I walk, most of the time, slow,
A lot less religious than I was,
And I think, perhaps, no less holy than sand.
I'm on Write Out Loud, a website that encourages performance poetry. Here's my profile: http://www.writeoutloud.net/profiles/michaelholloway
Here is my short story The Young Man and the Old Man which appeared on the wall of FACT (Foundation for Art and Creative Technology) which is an art house cinema in Liverpool. It was on display there earlier this year.
The actual story is here:
The Young Man and The Old Man
He got on the train and said goodbye to her. Held her in his arms as she clung to his chest, reluctant to let go. She stood and waved from the platform.
He sat down. There was an old man sitting in the seat opposite and facing him. He had white receding hair which flopped over the rest of his scalp. A huge nose. Skin rough and thick like the soles of his feet.
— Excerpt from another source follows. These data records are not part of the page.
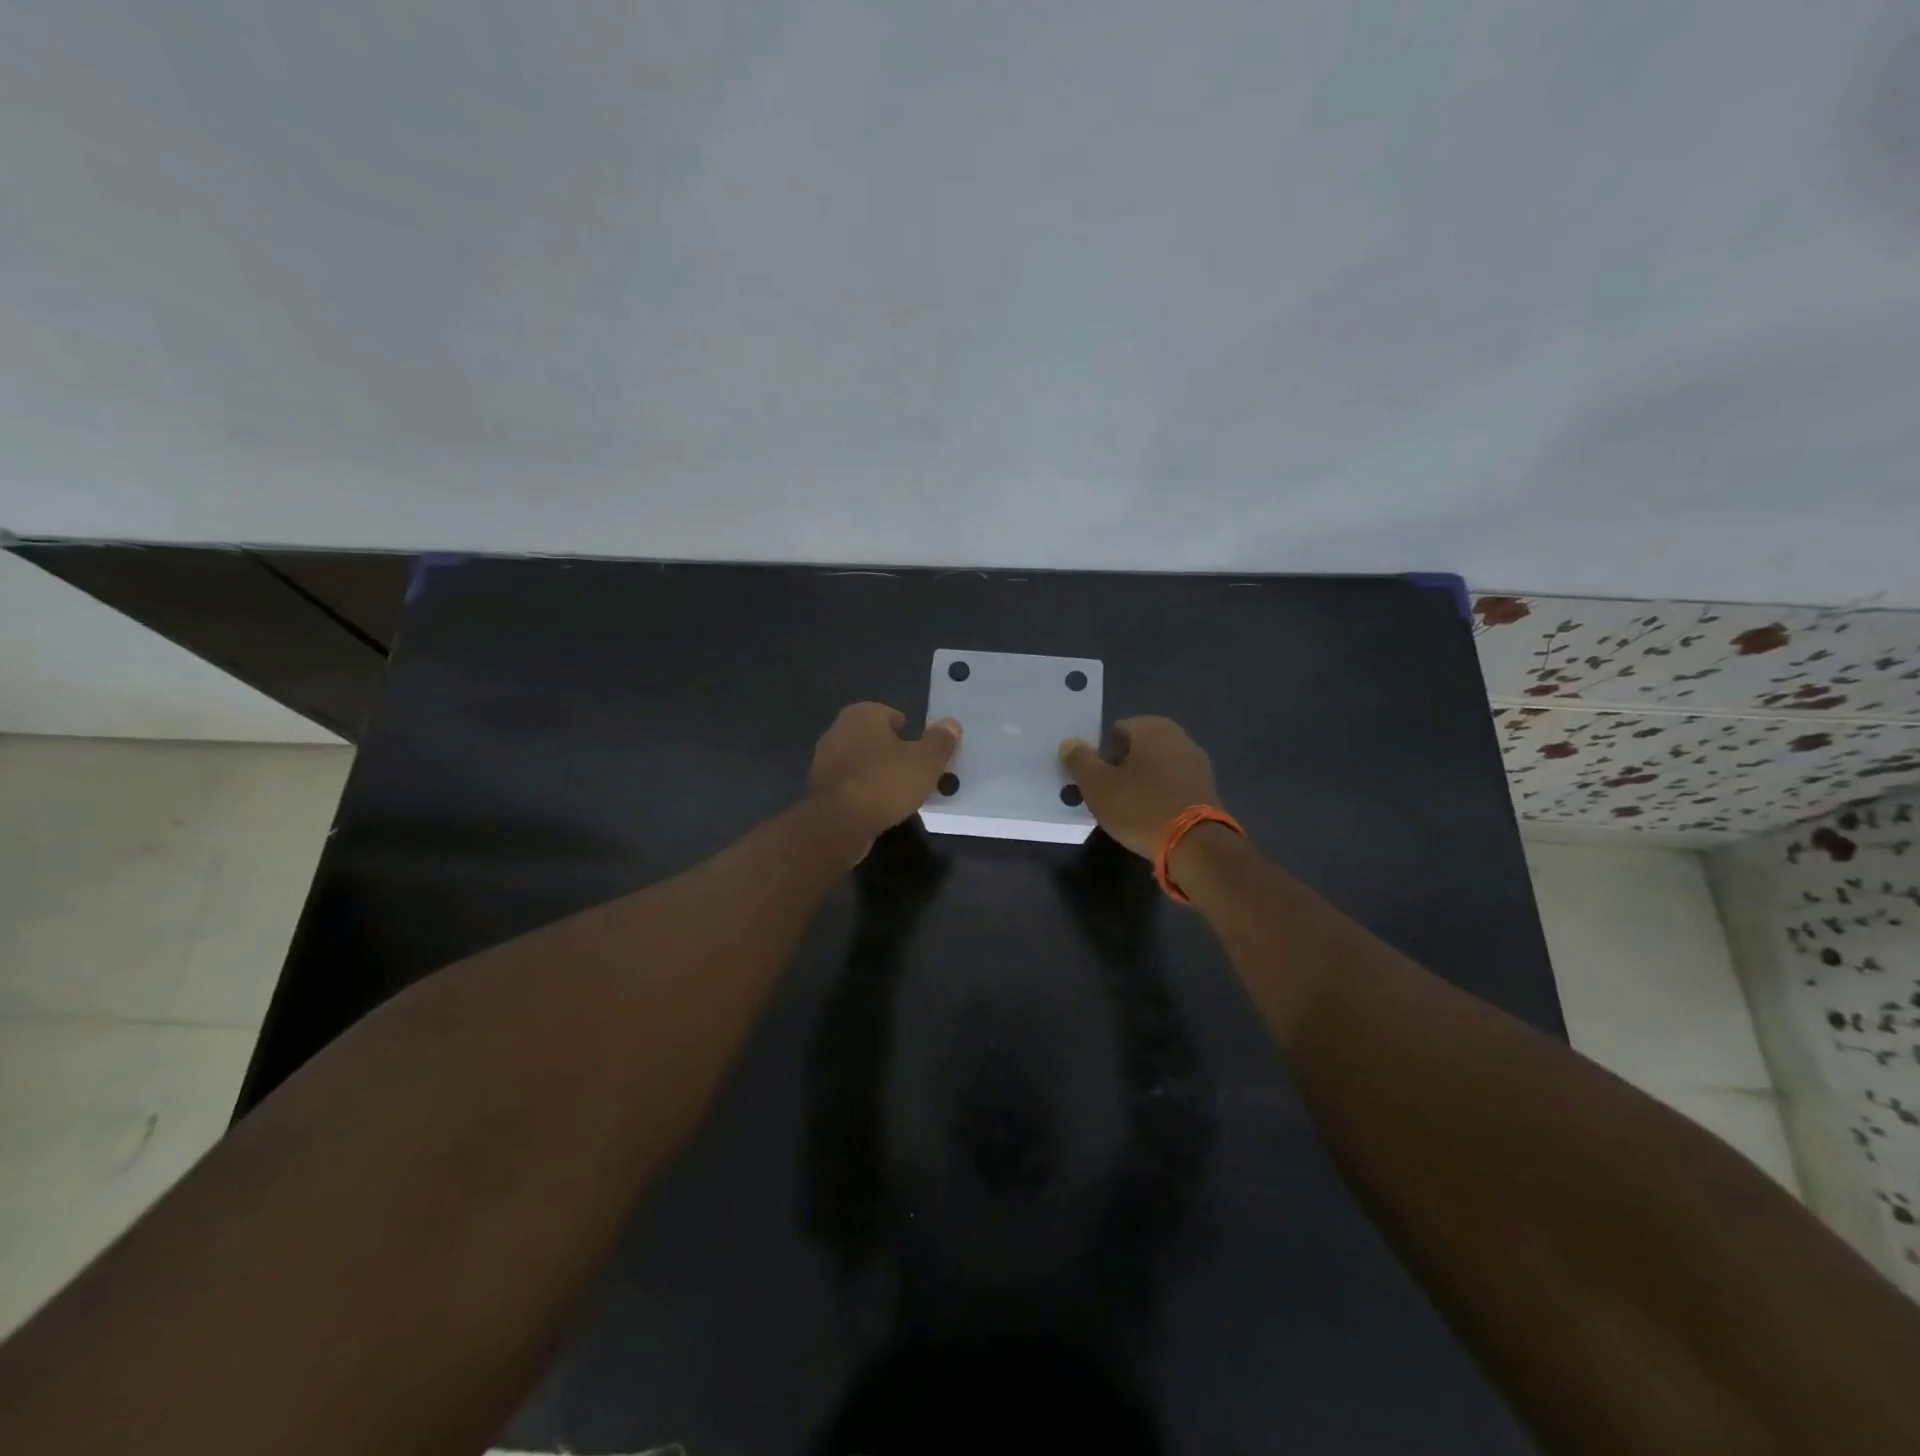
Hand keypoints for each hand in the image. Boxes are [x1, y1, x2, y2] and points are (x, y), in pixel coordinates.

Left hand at [810, 702, 961, 854]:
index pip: (888, 713)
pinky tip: (880, 806)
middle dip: (892, 750)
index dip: (906, 728)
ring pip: (860, 761)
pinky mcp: (819, 790)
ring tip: (900, 790)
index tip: (920, 747)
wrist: (839, 823)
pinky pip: (850, 784)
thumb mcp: (925, 761)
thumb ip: (940, 741)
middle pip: (873, 737)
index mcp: (861, 715)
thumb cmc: (885, 781)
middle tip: (915, 769)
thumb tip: (951, 724)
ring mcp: (824, 761)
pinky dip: (865, 791)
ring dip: (877, 772)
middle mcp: (838, 731)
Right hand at [1059, 716, 1223, 859]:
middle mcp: (1180, 737)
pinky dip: (1160, 795)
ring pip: (1157, 767)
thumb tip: (1070, 743)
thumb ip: (1079, 760)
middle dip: (1122, 768)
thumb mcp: (1098, 785)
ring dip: (1142, 782)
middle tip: (1109, 795)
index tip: (1097, 780)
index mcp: (1153, 728)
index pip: (1117, 730)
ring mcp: (1197, 763)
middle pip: (1138, 748)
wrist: (1196, 845)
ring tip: (1129, 810)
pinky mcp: (1208, 789)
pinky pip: (1174, 785)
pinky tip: (1152, 817)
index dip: (1102, 754)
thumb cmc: (1141, 808)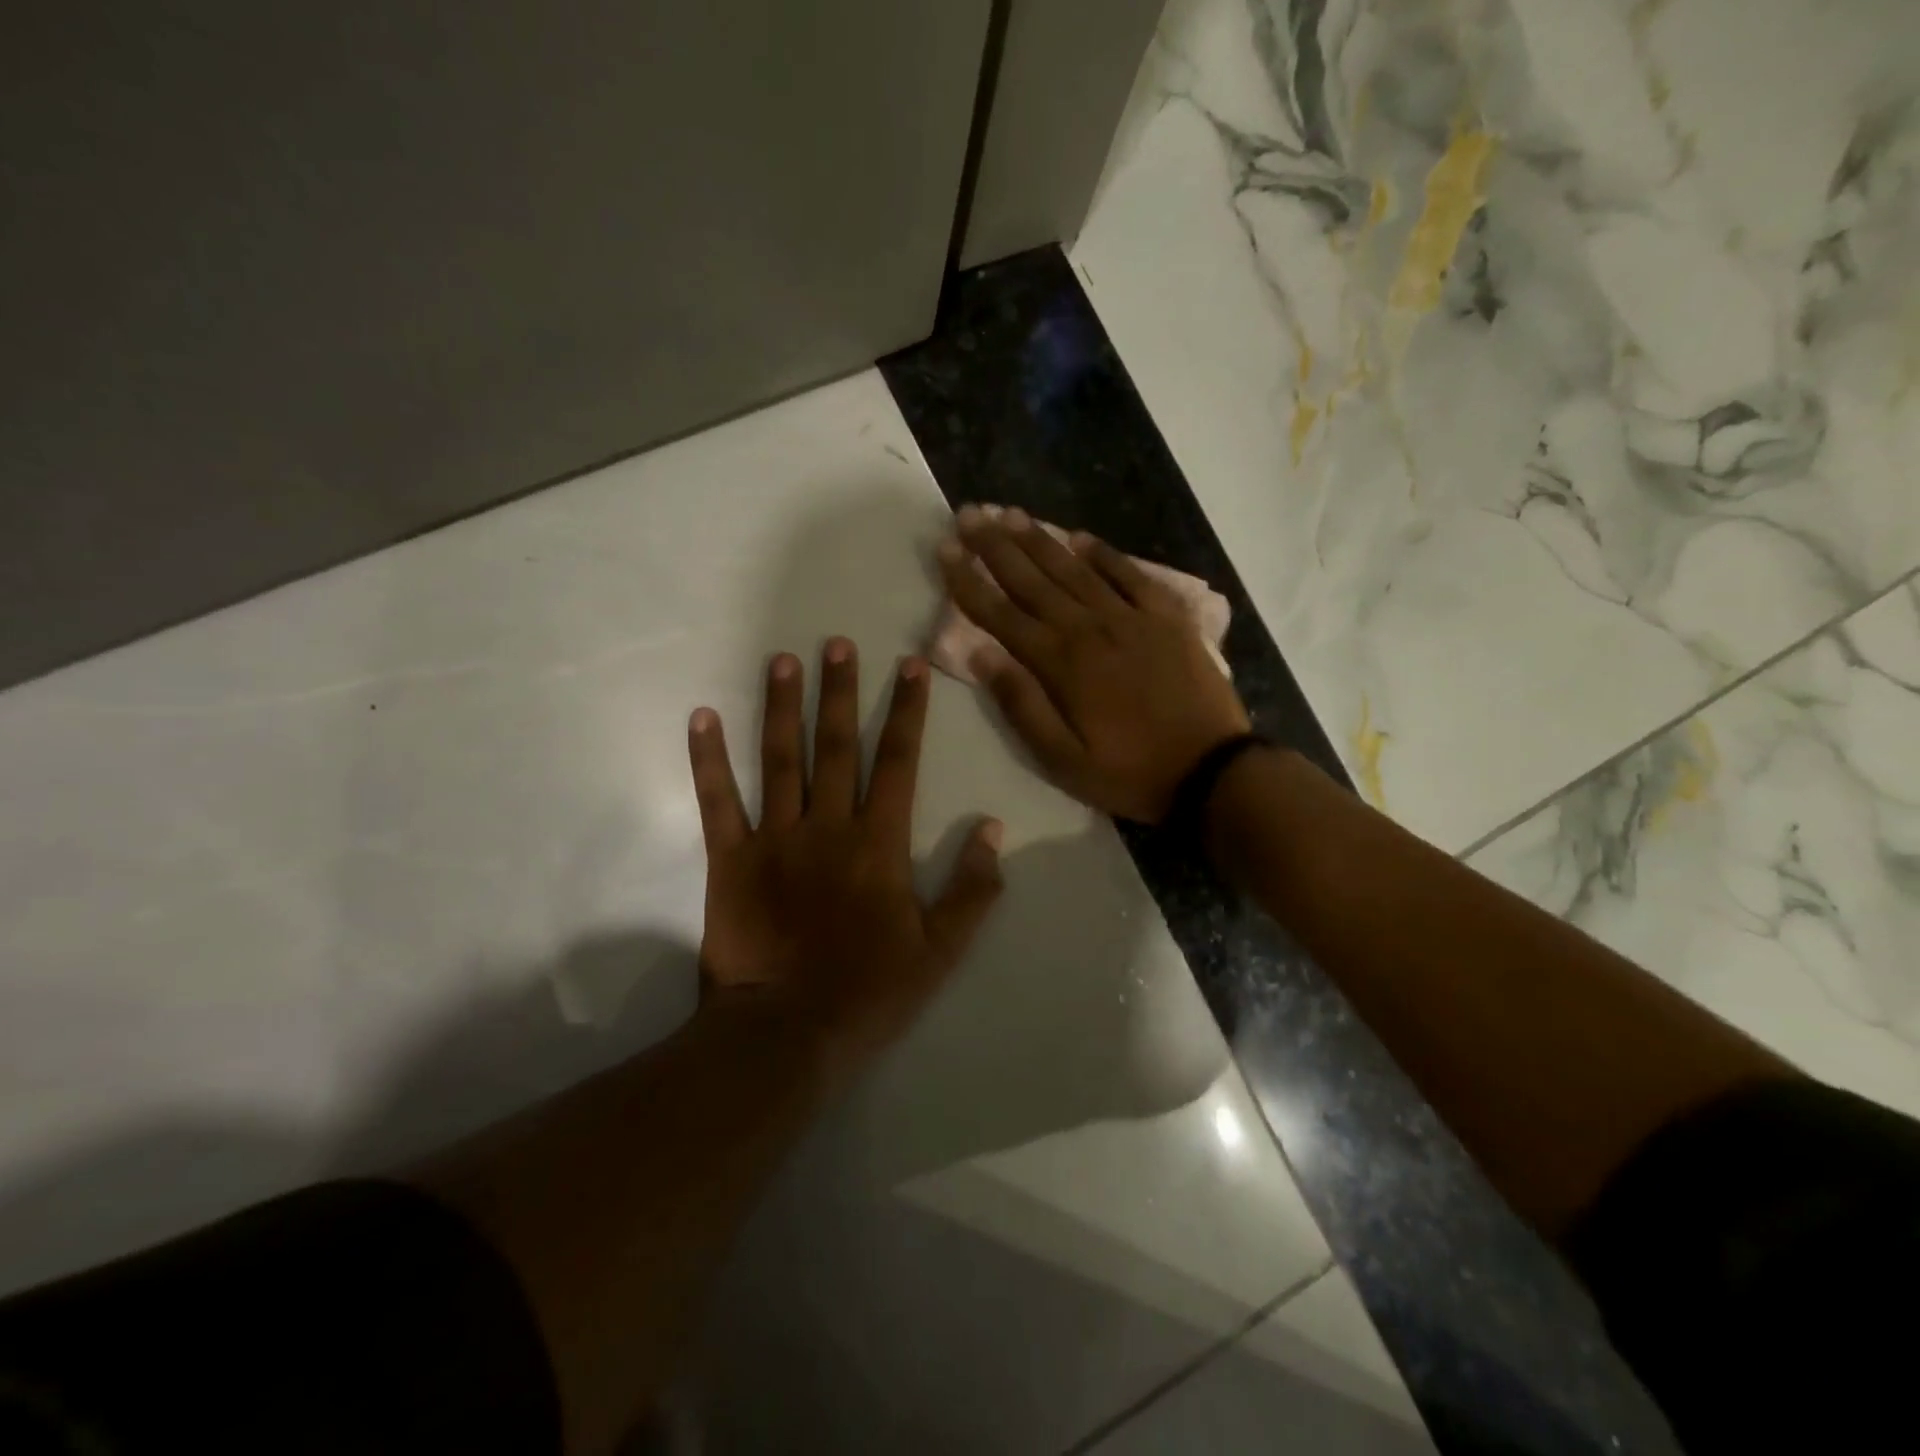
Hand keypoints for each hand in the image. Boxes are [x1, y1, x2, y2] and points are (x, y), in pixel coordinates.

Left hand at [686, 639, 1003, 1085]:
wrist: (786, 1033)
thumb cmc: (870, 992)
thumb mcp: (941, 950)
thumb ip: (971, 888)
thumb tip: (993, 829)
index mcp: (879, 844)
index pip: (899, 762)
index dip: (907, 712)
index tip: (909, 667)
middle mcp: (828, 826)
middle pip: (836, 746)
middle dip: (840, 691)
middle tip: (837, 642)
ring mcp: (775, 838)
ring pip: (780, 760)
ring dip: (782, 707)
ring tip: (783, 660)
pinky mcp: (730, 858)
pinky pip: (718, 801)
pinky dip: (708, 759)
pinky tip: (701, 718)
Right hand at [937, 507, 1250, 823]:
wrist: (1211, 770)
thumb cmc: (1130, 772)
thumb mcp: (1062, 760)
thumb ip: (1020, 705)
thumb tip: (980, 653)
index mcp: (1060, 663)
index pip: (1001, 613)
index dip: (968, 580)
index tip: (944, 549)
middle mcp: (1090, 628)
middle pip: (1033, 579)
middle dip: (995, 545)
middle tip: (968, 514)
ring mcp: (1132, 618)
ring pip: (1075, 569)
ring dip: (1040, 540)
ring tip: (1010, 513)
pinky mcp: (1168, 618)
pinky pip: (1131, 574)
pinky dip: (1105, 553)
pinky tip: (1082, 537)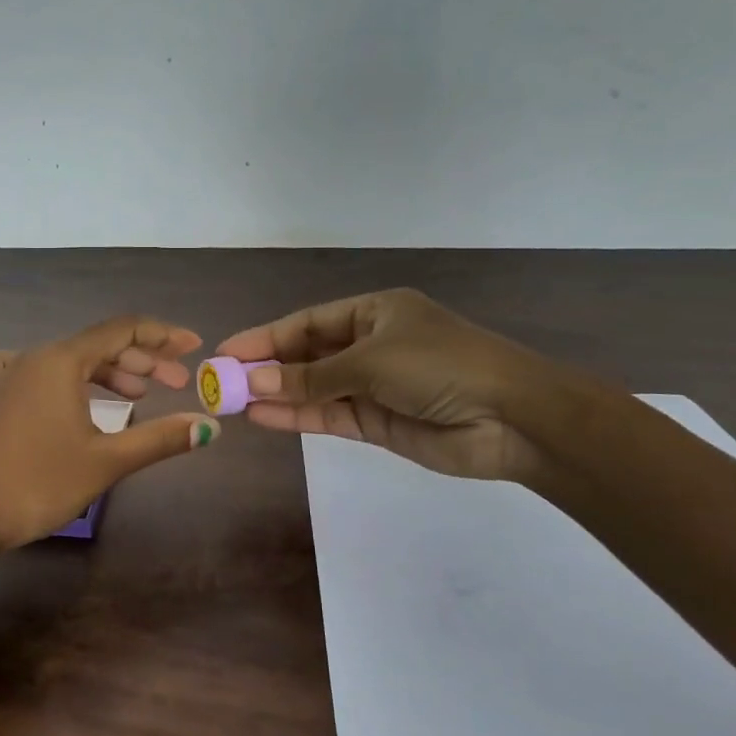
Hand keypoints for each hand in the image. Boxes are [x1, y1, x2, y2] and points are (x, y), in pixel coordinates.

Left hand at [0, 316, 221, 552]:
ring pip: (66, 361)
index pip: (122, 331)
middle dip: (141, 361)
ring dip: (106, 374)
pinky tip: (66, 396)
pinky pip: (34, 373)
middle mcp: (31, 356)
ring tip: (138, 396)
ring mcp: (4, 375)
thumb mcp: (106, 461)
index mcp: (61, 360)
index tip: (193, 347)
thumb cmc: (38, 483)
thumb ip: (160, 438)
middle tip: (174, 384)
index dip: (162, 336)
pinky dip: (64, 381)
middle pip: (96, 345)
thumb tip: (208, 426)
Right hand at [215, 288, 561, 481]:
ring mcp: (373, 386)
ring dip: (276, 394)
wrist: (513, 419)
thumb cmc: (441, 366)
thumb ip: (311, 377)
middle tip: (221, 382)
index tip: (226, 352)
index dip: (265, 337)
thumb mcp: (371, 361)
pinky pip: (328, 415)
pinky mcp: (377, 422)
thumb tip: (254, 384)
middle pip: (306, 355)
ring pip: (313, 388)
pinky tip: (263, 416)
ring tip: (232, 403)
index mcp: (374, 313)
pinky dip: (297, 416)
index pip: (307, 323)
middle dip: (266, 368)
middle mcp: (370, 345)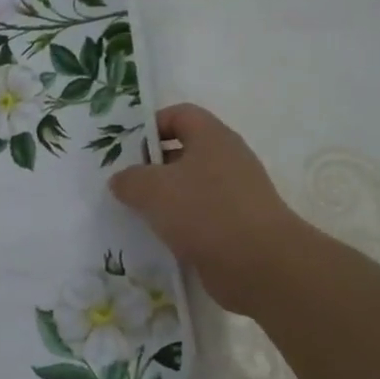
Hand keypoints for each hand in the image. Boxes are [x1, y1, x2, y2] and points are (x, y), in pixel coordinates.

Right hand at [109, 104, 312, 315]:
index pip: (180, 115)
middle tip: (123, 186)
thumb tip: (121, 180)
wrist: (258, 264)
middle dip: (151, 167)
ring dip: (163, 201)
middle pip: (183, 152)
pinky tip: (159, 240)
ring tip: (135, 216)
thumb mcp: (153, 189)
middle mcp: (227, 160)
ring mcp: (234, 195)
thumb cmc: (204, 211)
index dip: (151, 126)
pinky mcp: (235, 226)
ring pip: (189, 188)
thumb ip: (129, 179)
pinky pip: (199, 217)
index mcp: (212, 137)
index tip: (125, 150)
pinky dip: (179, 225)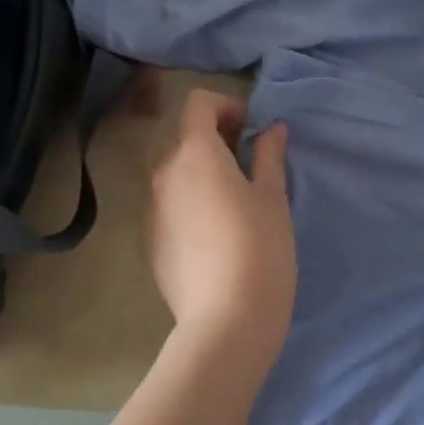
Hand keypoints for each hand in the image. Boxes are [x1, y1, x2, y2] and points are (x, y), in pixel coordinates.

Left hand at [146, 89, 296, 359]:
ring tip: (237, 202)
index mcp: (194, 154)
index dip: (227, 106)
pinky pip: (170, 205)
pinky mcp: (150, 241)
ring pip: (176, 173)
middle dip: (217, 140)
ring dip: (203, 172)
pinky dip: (191, 202)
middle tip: (251, 165)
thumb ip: (269, 155)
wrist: (225, 321)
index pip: (198, 103)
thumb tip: (271, 129)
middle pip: (185, 137)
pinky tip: (217, 235)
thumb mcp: (273, 197)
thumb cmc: (260, 248)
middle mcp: (163, 174)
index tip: (252, 131)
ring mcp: (151, 210)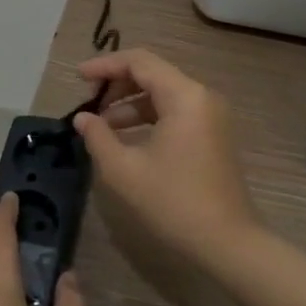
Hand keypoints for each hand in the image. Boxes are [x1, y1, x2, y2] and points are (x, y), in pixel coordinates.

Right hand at [71, 48, 259, 267]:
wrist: (227, 243)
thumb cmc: (173, 202)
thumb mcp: (124, 170)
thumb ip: (98, 137)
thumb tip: (83, 118)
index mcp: (184, 95)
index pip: (139, 61)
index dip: (105, 65)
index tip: (78, 77)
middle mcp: (201, 96)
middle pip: (153, 73)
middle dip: (117, 85)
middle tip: (89, 105)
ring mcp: (211, 115)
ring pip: (163, 93)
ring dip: (131, 104)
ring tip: (102, 126)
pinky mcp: (213, 134)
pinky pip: (176, 111)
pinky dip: (149, 117)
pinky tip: (126, 139)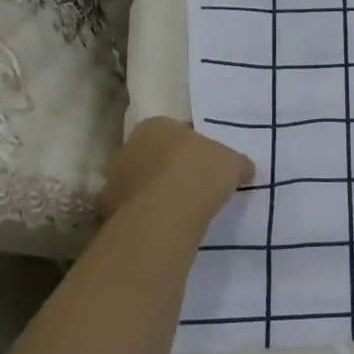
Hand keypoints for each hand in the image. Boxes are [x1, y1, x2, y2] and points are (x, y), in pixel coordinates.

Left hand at [98, 117, 252, 231]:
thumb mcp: (233, 163)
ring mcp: (115, 181)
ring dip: (157, 194)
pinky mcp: (109, 213)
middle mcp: (129, 147)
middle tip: (196, 186)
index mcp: (156, 125)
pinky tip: (167, 228)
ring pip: (142, 184)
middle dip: (171, 169)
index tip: (209, 163)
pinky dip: (148, 217)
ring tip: (183, 211)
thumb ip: (237, 163)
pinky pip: (135, 211)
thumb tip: (244, 170)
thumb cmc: (199, 173)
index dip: (195, 146)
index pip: (177, 131)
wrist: (165, 215)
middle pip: (155, 156)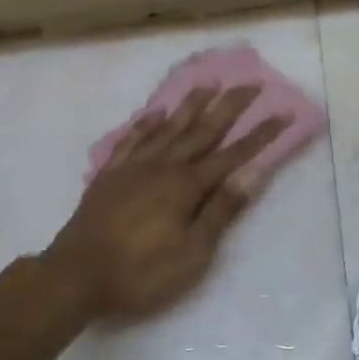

A woman with a crying baby got off the next stop and the train went silent.
'What are you?' the old man said.
'I don't know,' the young man said. 'Yeah, something like that. Around five-nine.'
'Like me when I was your age. Tall lad. Nice girl you got. You look like me when I was your age.'
'Is that right?'
'Just think,' the old man said, 'you'll end up looking like this.' He pointed at his thick-skinned face, tobacco-coloured and wrinkled.
'I doubt it.'
'I know you do.'
'When I was your age I didn't listen.'
'When I was your age – '
'Okay,' the young man said. 'Okay. I get it.'
The train went silent once again, but for the rickety-rick of the wheels and the air whooshing in through an open window, from which a burning smell could be smelled from the factories.
'If I were you,' the old man said, 'I'd forget about myself. Just focus on her. On what you got right now. You don't matter.'
'Women are rare. Love is hard to come by.'
'You're not listening.'
'Hey,' the young man said, 'I don't know you. Why should I listen?'
'I'm just giving you some advice.'
'I don't need any.'
As the train picked up speed, the window created a pocket of air that roared like a fire, but then there was a fire outside. It was a person, burning alive as black smoke flew off her. And then they passed her by.
No one else saw her except the young man. The old man carried on giving him advice. But still the young man didn't listen. When the young man got off the train at his stop he was the only one to get off. He didn't smell any burning. Neither did anyone else.